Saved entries

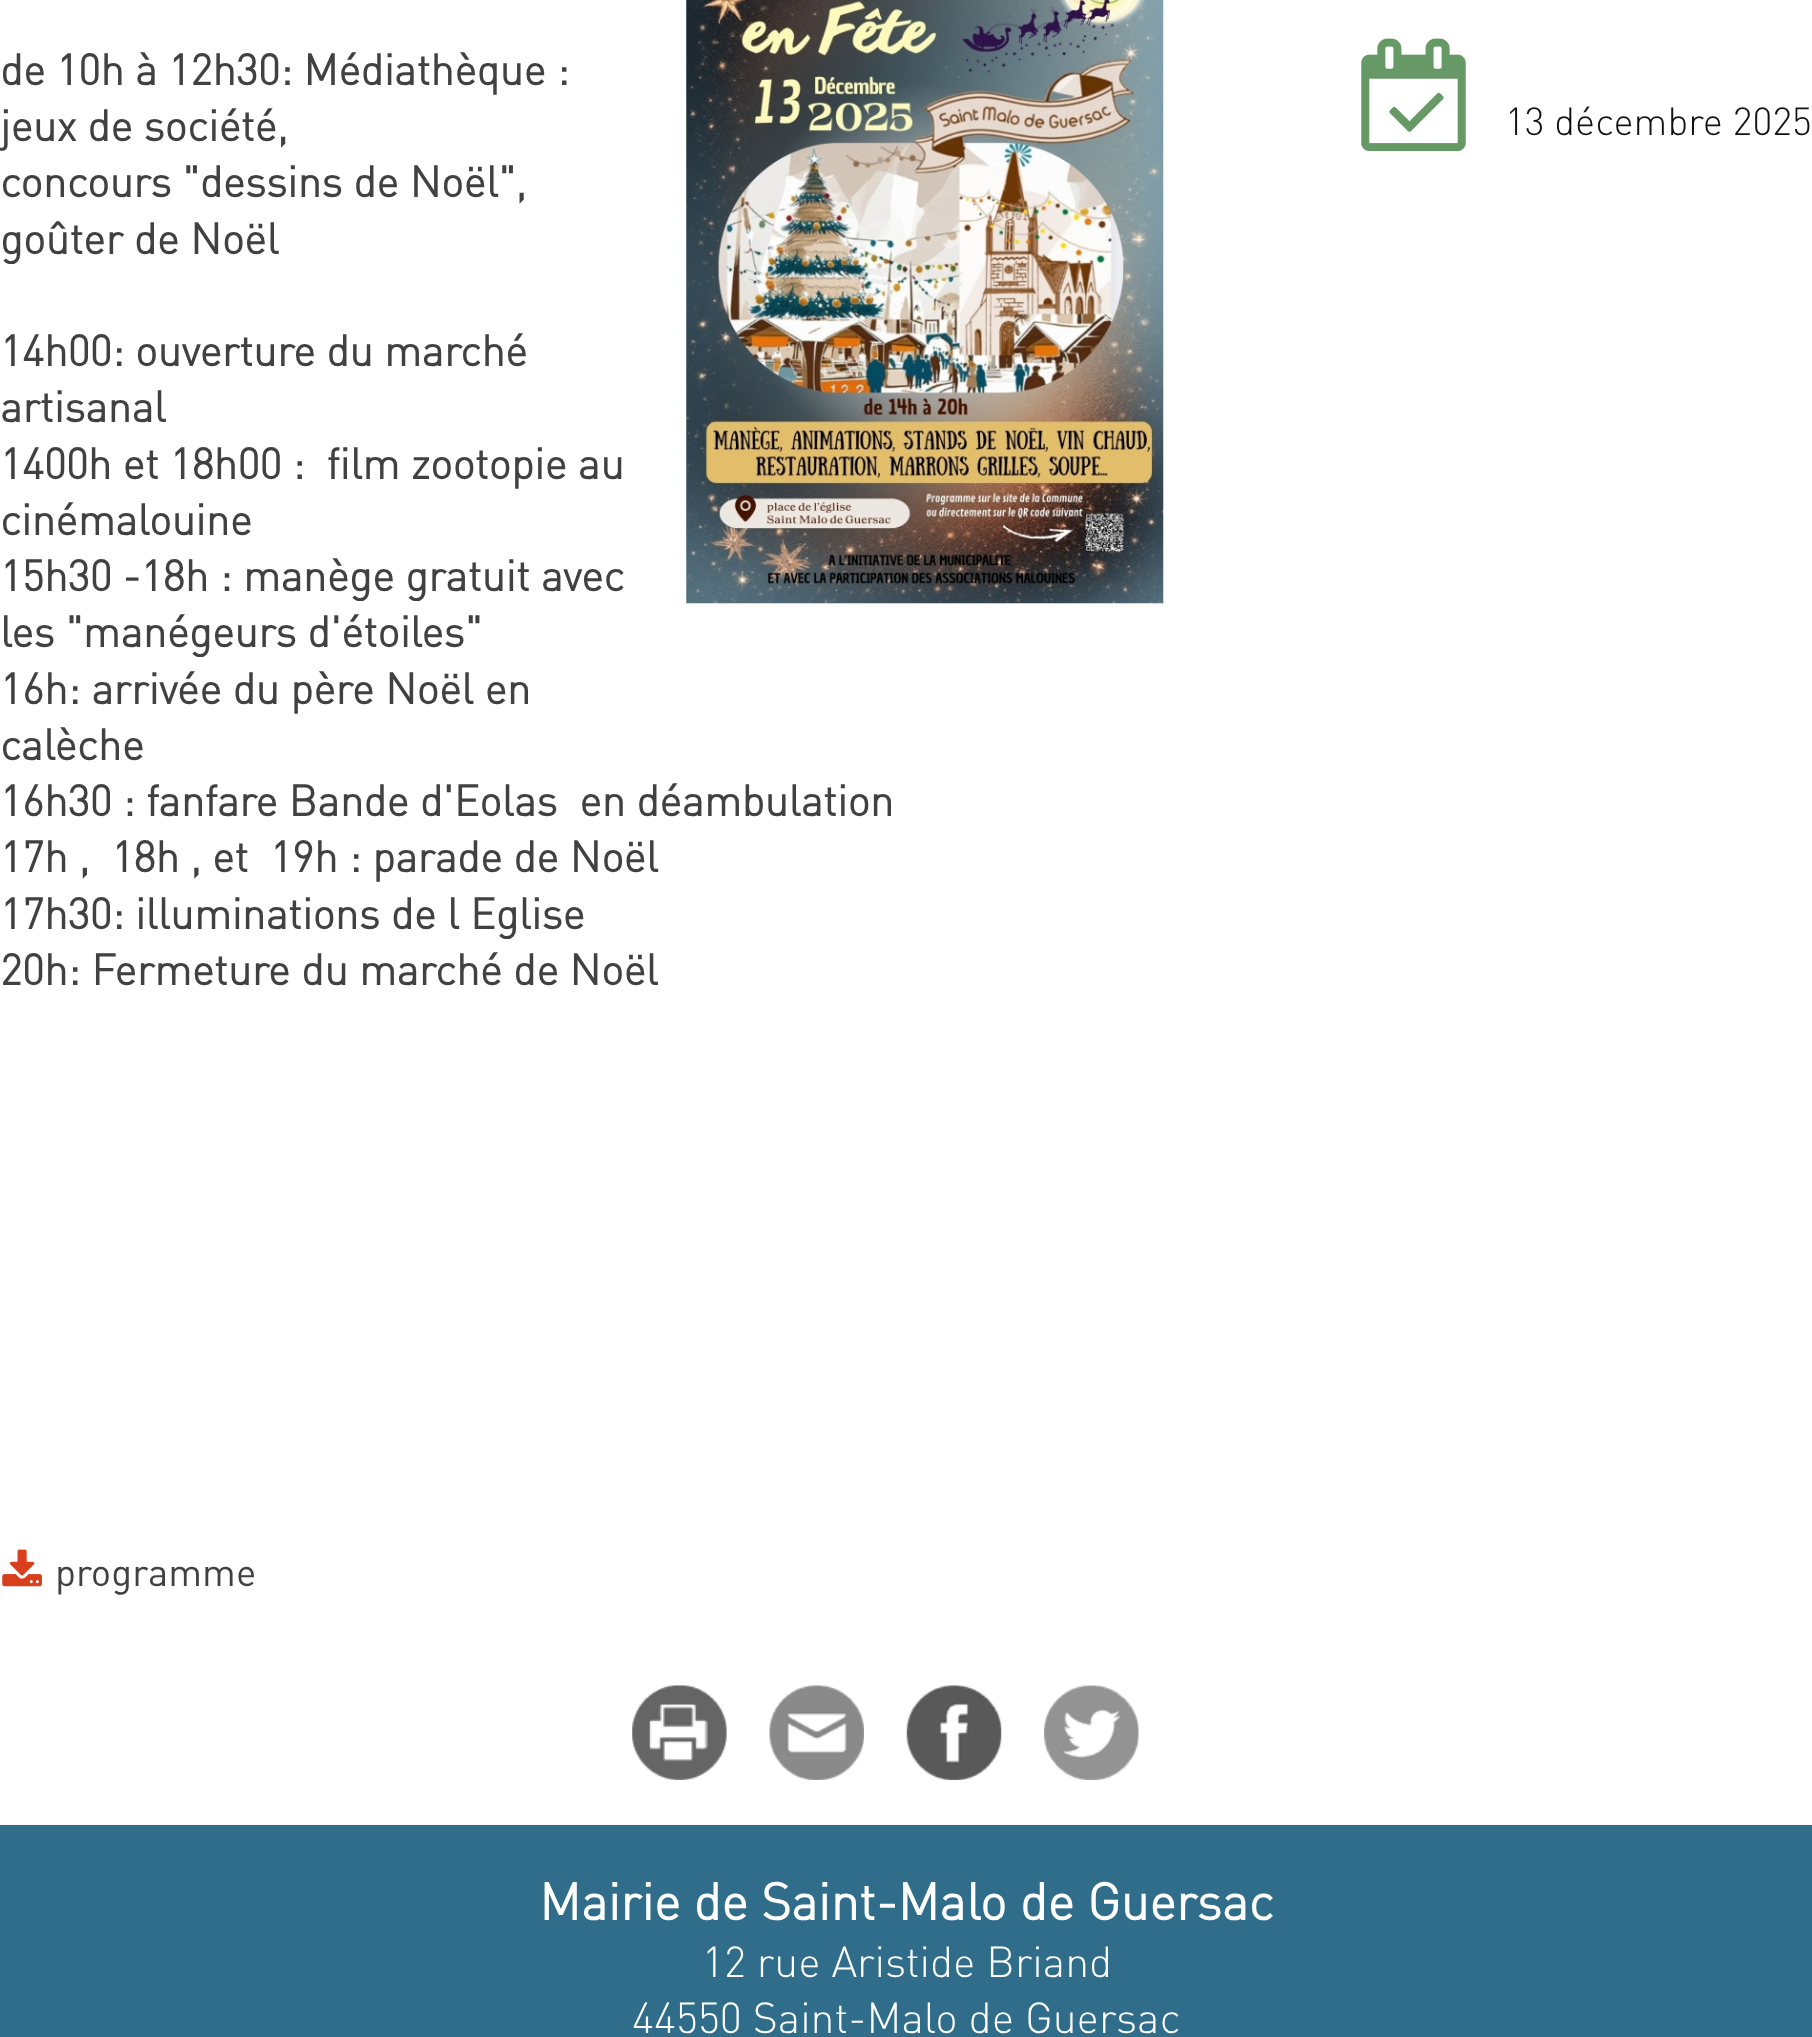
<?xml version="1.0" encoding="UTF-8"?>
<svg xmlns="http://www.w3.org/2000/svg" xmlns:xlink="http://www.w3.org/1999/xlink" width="1812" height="2037">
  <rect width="100%" height="100%" fill="#ffffff" />
  <image x="686" y="0" width="478" height="604" xlink:href="image1.png" />
  <image x="2" y="1549" width="40" height="38" xlink:href="image2.png" />
  <image x="1361" y="38" width="105" height="114" xlink:href="image3.png" />
  <image x="632" y="1685" width="95" height="95" xlink:href="image4.png" />
  <image x="769" y="1685" width="95" height="95" xlink:href="image5.png" />
  <image x="906" y="1685" width="96" height="95" xlink:href="image6.png" />
  <image x="1044" y="1685" width="95" height="95" xlink:href="image7.png" />
  <rect y="1825" width="1812" height="212" fill="#2f6d8b" />
  <text x="0" y="85" style="font-family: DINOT; font-size: 42.75px; font-weight: bold; fill: #414141">de 10h à 12h30: Médiathèque :</text>
  <text x="0" y="141" style="font-family: DINOT; font-size: 42.75px; font-weight: bold; fill: #414141">jeux de société,</text>
  <text x="0" y="197" style="font-family: DINOT; font-size: 42.75px; font-weight: bold; fill: #414141">concours "dessins de Noël",</text>
  <text x="0" y="254" style="font-family: DINOT; font-size: 42.75px; font-weight: bold; fill: #414141">goûter de Noël</text>
  <text x="0" y="366" style="font-family: DINOT; font-size: 42.75px; font-weight: bold; fill: #414141">14h00: ouverture du marché</text>
  <text x="0" y="422" style="font-family: DINOT; font-size: 42.75px; font-weight: bold; fill: #414141">artisanal</text>
  <text x="0" y="479" style="font-family: DINOT; font-size: 42.75px; font-weight: bold; fill: #414141" xml:space="preserve">1400h et 18h00 :  film zootopie au</text>
  <text x="0" y="535" style="font-family: DINOT; font-size: 42.75px; font-weight: bold; fill: #414141">cinémalouine</text>
  <text x="0" y="591" style="font-family: DINOT; font-size: 42.75px; font-weight: bold; fill: #414141">15h30 -18h : manège gratuit avec</text>
  <text x="0" y="647" style="font-family: DINOT; font-size: 42.75px; font-weight: bold; fill: #414141">les "manégeurs d'étoiles"</text>
  <text x="0" y="704" style="font-family: DINOT; font-size: 42.75px; font-weight: bold; fill: #414141">16h: arrivée du père Noël en</text>
  <text x="0" y="760" style="font-family: DINOT; font-size: 42.75px; font-weight: bold; fill: #414141">calèche</text>
  <text x="0" y="816" style="font-family: DINOT; font-size: 42.75px; font-weight: bold; fill: #414141" xml:space="preserve">16h30 : fanfare Bande d'Eolas  en déambulation</text>
  <text x="0" y="872" style="font-family: DINOT; font-size: 42.75px; font-weight: bold; fill: #414141" xml:space="preserve">17h ,  18h , et  19h : parade de Noël</text>
  <text x="0" y="929" style="font-family: DINOT; font-size: 42.75px; font-weight: bold; fill: #414141">17h30: illuminations de l Eglise</text>
  <text x="0" y="985" style="font-family: DINOT; font-size: 42.75px; font-weight: bold; fill: #414141">20h: Fermeture du marché de Noël</text>
  <text x="55" y="1586" style="font-family: DINOT; font-size: 38.5px; fill: #414141">programme</text>
  <text x="1505" y="135" style="font-family: DINOT; font-size: 38.5px; font-weight: 300; fill: #111111">13 décembre 2025</text>
  <text x="539" y="1920" style="font-family: DINOT; font-size: 51.25px; font-weight: bold; fill: #ffffff">Mairie de Saint-Malo de Guersac</text>
  <text x="702" y="1977" style="font-family: DINOT; font-size: 42.75px; font-weight: 300; fill: #ffffff">12 rue Aristide Briand</text>
  <text x="632" y="2033" style="font-family: DINOT; font-size: 42.75px; font-weight: 300; fill: #ffffff">44550 Saint-Malo de Guersac</text>
</svg>
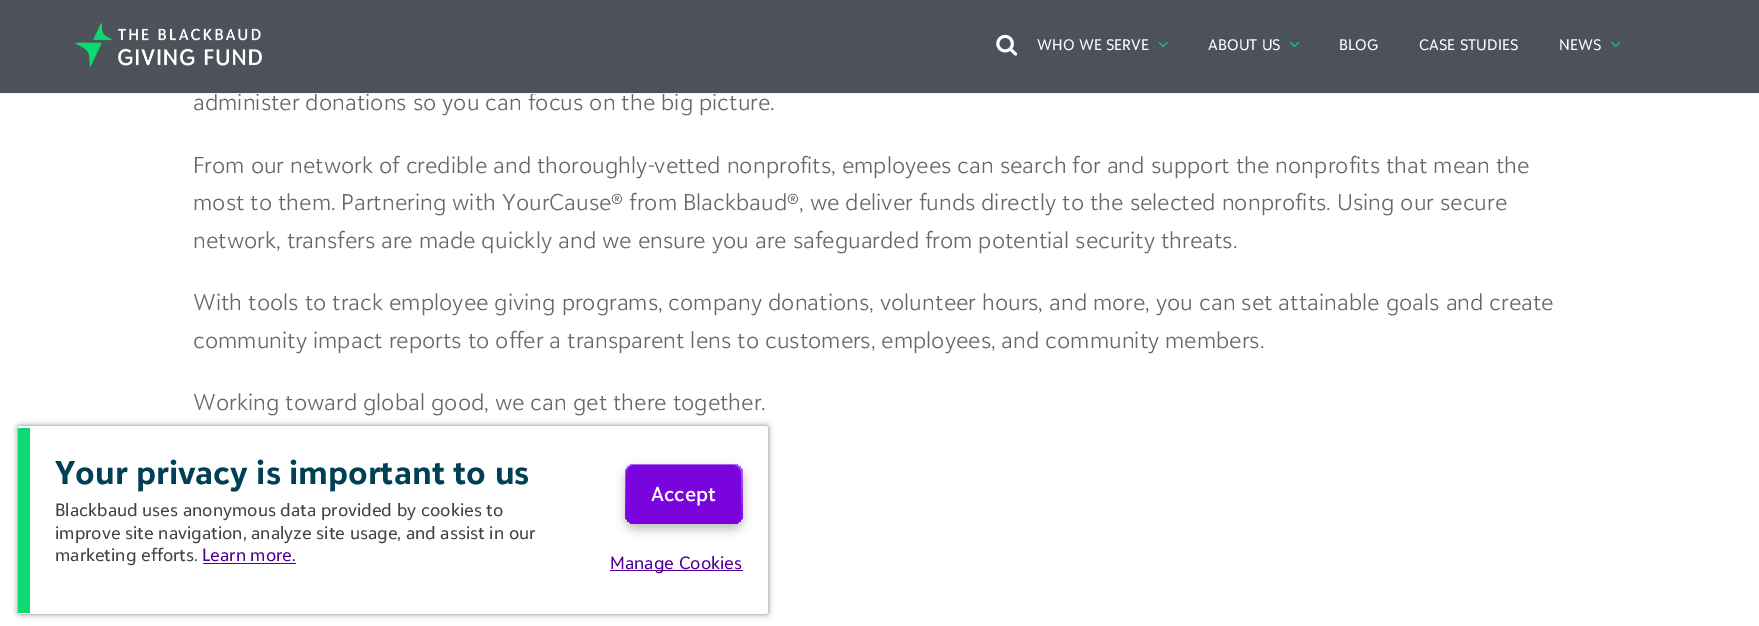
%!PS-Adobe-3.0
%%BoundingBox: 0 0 1759 626
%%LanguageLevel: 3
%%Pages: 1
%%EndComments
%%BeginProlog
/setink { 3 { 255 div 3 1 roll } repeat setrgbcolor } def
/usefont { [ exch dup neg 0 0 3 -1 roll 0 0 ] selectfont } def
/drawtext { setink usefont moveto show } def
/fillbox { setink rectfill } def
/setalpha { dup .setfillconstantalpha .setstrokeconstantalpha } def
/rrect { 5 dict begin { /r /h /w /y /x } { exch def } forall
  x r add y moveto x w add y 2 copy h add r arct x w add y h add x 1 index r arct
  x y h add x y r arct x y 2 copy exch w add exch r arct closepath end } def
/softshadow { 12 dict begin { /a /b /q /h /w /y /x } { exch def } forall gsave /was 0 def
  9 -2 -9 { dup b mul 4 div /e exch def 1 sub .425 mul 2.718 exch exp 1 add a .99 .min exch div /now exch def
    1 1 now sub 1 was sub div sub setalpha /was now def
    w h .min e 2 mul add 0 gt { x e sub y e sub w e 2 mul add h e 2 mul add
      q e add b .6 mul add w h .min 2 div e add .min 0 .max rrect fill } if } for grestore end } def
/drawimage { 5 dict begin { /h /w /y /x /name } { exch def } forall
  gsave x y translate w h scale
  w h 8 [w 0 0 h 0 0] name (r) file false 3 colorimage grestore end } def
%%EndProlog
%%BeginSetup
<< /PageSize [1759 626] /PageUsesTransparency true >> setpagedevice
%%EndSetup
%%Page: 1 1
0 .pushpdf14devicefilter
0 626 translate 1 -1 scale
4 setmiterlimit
0 0 1759 626 255 255 255 fillbox
(administer donations so you can focus on the big picture.) 193 110 /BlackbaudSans-Light 22.5 104 104 104 drawtext
0 93 1759 1 244 244 244 fillbox
0 0 1759 93 77 82 90 fillbox
(assets/img1.rgb) 75 23 187 44 drawimage
(assets/img2.rgb) 996 34 22 22 drawimage
/BlackbaudSans-Black 15 usefont
255 255 255 setink
1037 50 moveto 0.1 0 (WHO WE SERVE) ashow
(assets/img3.rgb) 1159 42 9 5 drawimage
1208 50 moveto 0.1 0 (ABOUT US) ashow
(assets/img4.rgb) 1290 42 9 5 drawimage
1339 50 moveto 0.1 0 (BLOG) ashow
1419 50 moveto 0.1 0 (CASE STUDIES) ashow
1559 50 moveto 0.1 0 (NEWS) ashow
(assets/img5.rgb) 1611 42 9 5 drawimage
(From our network of credible and thoroughly-vetted nonprofits, employees can search for and support the nonprofits that mean the) 193 173 /BlackbaudSans-Light 22.5 104 104 104 drawtext
(most to them. Partnering with YourCause® from Blackbaud®, we deliver funds directly to the selected nonprofits. Using our secure) 193 210 /BlackbaudSans-Light 22.5 104 104 104 drawtext
(network, transfers are made quickly and we ensure you are safeguarded from potential security threats.) 193 248 /BlackbaudSans-Light 22.5 104 104 104 drawtext
(With tools to track employee giving programs, company donations, volunteer hours, and more, you can set attainable goals and create) 193 310 /BlackbaudSans-Light 22.5 104 104 104 drawtext
(community impact reports to offer a transparent lens to customers, employees, and community members.) 193 348 /BlackbaudSans-Light 22.5 104 104 104 drawtext
(Working toward global good, we can get there together.) 193 410 /BlackbaudSans-Light 22.5 104 104 104 drawtext
0 0 0 setink
18 426 750 188 2.5 3 0.5 softshadow
255 255 255 setink
18 426 750 188 2.5 rrect fill
18 428 12 185 12 217 115 fillbox
(Your privacy is important to us) 55 484 /BlackbaudSans-Bold 32.5 0 64 84 drawtext
(Blackbaud uses anonymous data provided by cookies to) 55 516 /BlackbaudSans-Black 17.5 68 68 68 drawtext
(improve site navigation, analyze site usage, and assist in our) 55 539 /BlackbaudSans-Black 17.5 68 68 68 drawtext
(marketing efforts.) 55 561 /BlackbaudSans-Black 17.5 68 68 68 drawtext
(Learn more.) 202 561 /BlackbaudSans-Black 17.5 84 0 153 drawtext
203 563 93 1 84 0 153 fillbox
0 0 0 setink
625 469 118 60 10 5 0.25 softshadow
gsave 625 464 118 60 10 rrect clip newpath
<< /ShadingType 2 /ColorSpace /DeviceRGB /Coords [684 464 684 524] /Extend [true true] /Function << /FunctionType 2 /Domain [0 1] /C0 [0.69 0.38 0.949] /C1 [0.478 0.016 0.867] /N 1 >> >> shfill grestore
122 4 221 setink
626 465 115 58 9 rrect fill
(Accept) 651 501 /BlackbaudSans-SemiBold 20 255 255 255 drawtext
610 570 133 1 84 0 153 fillbox
(Manage Cookies) 610 569 /BlackbaudSans-Black 17.5 84 0 153 drawtext
.poppdf14devicefilter showpage
%%EOF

| Task prompt |
From the entries above, extract each line containing "scale".

| Result of this exercise |
  gsave x y translate w h scale
0 626 translate 1 -1 scale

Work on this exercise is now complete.